House Bill 2350 and Senate Bill 13, which are pending in the Judiciary Committees of each chamber, would require the voter to present a document issued either by the state or federal government with their name, address and photograph. Otherwise they would sign an affidavit and vote a provisional ballot and the signature would then be compared to the signature on record with the county clerk before the ballot is counted.
The Voting Rights Protection Coalition was recently formed and held its first press conference on Monday.
“The signature requirement is exactly what we do in our polling places now,” Tennant said. “Making election officials fill out more paperwork at the polling place will mean longer lines at the polling place. And if the Board of Canvassers decides that all ballots cast by those without an acceptable ID don’t count, that could mean that ballots cast by otherwise legally registered voters would be tossed out.”

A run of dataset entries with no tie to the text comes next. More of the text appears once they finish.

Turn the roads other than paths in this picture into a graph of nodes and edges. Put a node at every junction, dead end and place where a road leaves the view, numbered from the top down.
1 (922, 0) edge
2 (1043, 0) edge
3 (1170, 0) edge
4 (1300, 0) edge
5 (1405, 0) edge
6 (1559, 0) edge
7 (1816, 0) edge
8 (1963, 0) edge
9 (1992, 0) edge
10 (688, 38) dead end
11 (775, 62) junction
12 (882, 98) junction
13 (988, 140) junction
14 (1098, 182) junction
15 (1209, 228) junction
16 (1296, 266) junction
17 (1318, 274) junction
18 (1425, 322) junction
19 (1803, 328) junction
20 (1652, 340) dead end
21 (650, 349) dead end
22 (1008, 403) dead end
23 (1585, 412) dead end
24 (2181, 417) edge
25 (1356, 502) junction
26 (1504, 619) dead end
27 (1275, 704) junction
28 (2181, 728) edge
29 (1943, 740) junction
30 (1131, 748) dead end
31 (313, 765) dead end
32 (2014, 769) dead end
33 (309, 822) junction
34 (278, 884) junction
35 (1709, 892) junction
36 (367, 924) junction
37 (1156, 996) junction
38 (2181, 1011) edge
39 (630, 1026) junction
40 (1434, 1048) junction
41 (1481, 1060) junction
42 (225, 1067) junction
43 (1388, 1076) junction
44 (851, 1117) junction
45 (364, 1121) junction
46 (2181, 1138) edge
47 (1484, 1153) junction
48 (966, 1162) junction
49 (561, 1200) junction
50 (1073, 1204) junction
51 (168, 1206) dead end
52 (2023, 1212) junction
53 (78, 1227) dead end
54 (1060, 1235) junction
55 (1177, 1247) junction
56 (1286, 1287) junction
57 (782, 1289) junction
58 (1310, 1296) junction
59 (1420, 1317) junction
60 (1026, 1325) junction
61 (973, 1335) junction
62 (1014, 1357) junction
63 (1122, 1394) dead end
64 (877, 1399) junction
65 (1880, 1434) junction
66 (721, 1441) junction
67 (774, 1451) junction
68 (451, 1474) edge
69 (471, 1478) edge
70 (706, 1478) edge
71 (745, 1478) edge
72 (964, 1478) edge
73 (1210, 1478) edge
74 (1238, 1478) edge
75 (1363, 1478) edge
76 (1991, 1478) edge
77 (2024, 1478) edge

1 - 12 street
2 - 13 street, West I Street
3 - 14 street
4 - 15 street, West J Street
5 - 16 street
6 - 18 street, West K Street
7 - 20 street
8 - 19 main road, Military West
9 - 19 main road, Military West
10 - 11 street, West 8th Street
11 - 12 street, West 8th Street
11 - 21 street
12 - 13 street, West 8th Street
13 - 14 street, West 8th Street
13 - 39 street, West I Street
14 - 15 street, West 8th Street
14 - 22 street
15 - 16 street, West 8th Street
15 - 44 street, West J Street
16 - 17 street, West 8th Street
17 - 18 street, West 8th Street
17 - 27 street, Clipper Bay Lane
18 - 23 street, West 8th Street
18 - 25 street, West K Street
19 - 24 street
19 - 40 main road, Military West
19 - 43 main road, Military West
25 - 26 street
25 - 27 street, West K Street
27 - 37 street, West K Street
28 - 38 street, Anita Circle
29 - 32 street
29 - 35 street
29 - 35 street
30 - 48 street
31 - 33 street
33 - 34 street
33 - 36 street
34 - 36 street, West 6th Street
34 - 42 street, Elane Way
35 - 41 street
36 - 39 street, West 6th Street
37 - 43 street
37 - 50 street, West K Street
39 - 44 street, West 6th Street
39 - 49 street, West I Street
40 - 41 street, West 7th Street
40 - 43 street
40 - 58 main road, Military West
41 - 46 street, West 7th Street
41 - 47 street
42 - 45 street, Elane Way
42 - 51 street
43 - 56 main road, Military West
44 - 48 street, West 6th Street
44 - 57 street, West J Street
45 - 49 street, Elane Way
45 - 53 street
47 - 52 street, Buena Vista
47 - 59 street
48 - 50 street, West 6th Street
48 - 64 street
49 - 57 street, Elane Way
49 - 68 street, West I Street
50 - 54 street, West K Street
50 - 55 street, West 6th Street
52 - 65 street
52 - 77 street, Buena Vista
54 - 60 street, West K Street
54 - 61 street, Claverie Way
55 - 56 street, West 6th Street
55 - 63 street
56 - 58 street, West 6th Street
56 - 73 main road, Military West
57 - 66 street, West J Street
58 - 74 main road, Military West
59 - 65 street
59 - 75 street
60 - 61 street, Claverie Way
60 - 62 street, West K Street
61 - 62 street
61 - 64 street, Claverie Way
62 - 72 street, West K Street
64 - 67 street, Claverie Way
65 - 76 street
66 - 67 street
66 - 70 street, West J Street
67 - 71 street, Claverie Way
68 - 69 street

The House bill was sponsored by Republicans Eric Nelson of Kanawha County, Carol Miller of Cabell County, Kelli Sobonya of Cabell County, Patrick Lane of Kanawha County, Erikka Storch of Ohio County, Bill Anderson of Wood County and Marty Gearhart of Mercer County. The Senate bill was sponsored by Republicans Mike Hall of Putnam County, Craig Blair of Berkeley County, Dave Sypolt of Preston County and Mitch Carmichael of Jackson County.
Passing voter suppression laws, like requiring an already legally registered voter to produce photo identification, would not have stopped election law violations similar to the absentee voting scheme in Lincoln County in 2010, Tennant said.
“This local effort seems to be the result of what national Republican groups are pushing, where they are looking for solutions where there are not problems,” Tennant said.
Requirements are already in place for a voter to provide identification at their polling place, Tennant said. If it is a person’s first time voting after they registered by mail to vote, they must produce a document that shows their name and current residence address, sucn as a driver’s license, paycheck or utility bill, she said.